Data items
* * *
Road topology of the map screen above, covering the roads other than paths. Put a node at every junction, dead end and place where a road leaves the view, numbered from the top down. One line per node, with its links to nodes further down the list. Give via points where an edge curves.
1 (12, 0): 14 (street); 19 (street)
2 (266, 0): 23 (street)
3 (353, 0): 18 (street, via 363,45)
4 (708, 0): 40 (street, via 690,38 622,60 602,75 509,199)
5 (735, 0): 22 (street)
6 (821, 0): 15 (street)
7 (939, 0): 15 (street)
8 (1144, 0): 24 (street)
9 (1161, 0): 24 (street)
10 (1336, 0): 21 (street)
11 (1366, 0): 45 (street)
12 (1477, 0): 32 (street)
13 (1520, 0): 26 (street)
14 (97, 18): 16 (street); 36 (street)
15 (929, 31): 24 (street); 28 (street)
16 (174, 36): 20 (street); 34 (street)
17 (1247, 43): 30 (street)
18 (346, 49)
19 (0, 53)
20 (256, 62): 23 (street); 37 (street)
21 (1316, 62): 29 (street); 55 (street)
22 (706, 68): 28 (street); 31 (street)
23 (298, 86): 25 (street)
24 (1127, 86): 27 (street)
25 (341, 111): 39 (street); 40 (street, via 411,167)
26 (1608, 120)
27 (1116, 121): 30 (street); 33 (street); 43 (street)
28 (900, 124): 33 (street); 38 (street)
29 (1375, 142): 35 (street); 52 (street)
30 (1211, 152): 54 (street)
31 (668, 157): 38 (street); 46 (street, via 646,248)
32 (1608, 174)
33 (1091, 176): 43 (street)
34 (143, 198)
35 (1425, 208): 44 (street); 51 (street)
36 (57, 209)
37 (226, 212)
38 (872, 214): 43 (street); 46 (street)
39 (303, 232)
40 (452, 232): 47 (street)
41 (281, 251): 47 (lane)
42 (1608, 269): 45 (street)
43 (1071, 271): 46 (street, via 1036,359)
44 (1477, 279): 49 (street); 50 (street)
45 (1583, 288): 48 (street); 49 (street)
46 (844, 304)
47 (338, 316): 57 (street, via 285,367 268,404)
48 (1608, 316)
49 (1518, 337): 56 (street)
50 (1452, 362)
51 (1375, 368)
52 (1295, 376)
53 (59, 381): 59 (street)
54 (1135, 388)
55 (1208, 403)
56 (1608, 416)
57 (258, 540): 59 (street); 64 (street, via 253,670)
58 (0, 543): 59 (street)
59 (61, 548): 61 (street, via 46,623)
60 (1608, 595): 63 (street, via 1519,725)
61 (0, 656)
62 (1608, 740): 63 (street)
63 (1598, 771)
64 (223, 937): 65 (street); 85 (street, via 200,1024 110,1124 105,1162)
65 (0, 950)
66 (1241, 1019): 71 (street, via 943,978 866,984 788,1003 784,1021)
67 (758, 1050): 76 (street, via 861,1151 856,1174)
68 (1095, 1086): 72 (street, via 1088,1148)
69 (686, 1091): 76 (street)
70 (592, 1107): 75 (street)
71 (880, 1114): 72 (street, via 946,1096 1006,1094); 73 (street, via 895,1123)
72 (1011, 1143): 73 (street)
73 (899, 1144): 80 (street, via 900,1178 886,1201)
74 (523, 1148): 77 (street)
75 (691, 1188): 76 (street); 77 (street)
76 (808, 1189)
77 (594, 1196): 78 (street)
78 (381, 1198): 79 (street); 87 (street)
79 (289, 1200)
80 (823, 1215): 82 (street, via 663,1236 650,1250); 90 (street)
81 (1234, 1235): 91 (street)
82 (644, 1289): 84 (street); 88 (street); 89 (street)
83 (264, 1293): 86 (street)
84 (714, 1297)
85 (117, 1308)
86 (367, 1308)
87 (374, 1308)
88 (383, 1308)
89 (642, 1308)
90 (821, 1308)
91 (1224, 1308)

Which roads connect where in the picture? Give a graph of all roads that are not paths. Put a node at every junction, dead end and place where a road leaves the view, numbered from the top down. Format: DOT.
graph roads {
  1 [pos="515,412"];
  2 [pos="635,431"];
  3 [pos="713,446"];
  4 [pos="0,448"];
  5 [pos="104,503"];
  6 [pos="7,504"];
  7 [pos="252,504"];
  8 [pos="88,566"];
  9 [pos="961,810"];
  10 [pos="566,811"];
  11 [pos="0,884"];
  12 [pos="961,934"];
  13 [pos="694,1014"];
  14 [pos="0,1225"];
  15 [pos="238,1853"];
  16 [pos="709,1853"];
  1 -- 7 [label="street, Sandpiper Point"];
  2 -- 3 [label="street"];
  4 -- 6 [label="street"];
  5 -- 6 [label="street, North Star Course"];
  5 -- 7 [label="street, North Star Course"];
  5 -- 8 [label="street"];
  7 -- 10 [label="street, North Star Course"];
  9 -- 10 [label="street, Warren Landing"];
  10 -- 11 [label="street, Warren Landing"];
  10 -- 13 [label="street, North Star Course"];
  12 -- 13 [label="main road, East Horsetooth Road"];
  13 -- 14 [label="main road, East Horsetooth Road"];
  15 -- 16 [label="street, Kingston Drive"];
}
* * *
◆ **HOW TO COMPLETE THIS TASK**: Write out each line exactly, beginning at the one with "Which roads connect" and ending at the final line of the records above, with nothing added.

◆ **TASK ANSWER**:
Which roads connect where in the picture? Give a graph of all roads that are not paths. Put a node at every junction, dead end and place where a road leaves the view, numbered from the top down. Format: DOT.
graph roads {
  1 [pos="515,412"];
  2 [pos="635,431"];
  3 [pos="713,446"];
  4 [pos="0,448"];
  5 [pos="104,503"];
  6 [pos="7,504"];
  7 [pos="252,504"];
  8 [pos="88,566"];
  9 [pos="961,810"];
  10 [pos="566,811"];
  11 [pos="0,884"];
  12 [pos="961,934"];
  13 [pos="694,1014"];
  14 [pos="0,1225"];
  15 [pos="238,1853"];
  16 [pos="709,1853"];
  1 -- 7 [label="street, Sandpiper Point"];
  2 -- 3 [label="street"];
  4 -- 6 [label="street"];
  5 -- 6 [label="street, North Star Course"];
  5 -- 7 [label="street, North Star Course"];
  5 -- 8 [label="street"];
  7 -- 10 [label="street, North Star Course"];
  9 -- 10 [label="street, Warren Landing"];
  10 -- 11 [label="street, Warren Landing"];
  10 -- 13 [label="street, North Star Course"];
  12 -- 13 [label="main road, East Horsetooth Road"];
  13 -- 14 [label="main road, East Horsetooth Road"];
  15 -- 16 [label="street, Kingston Drive"];
}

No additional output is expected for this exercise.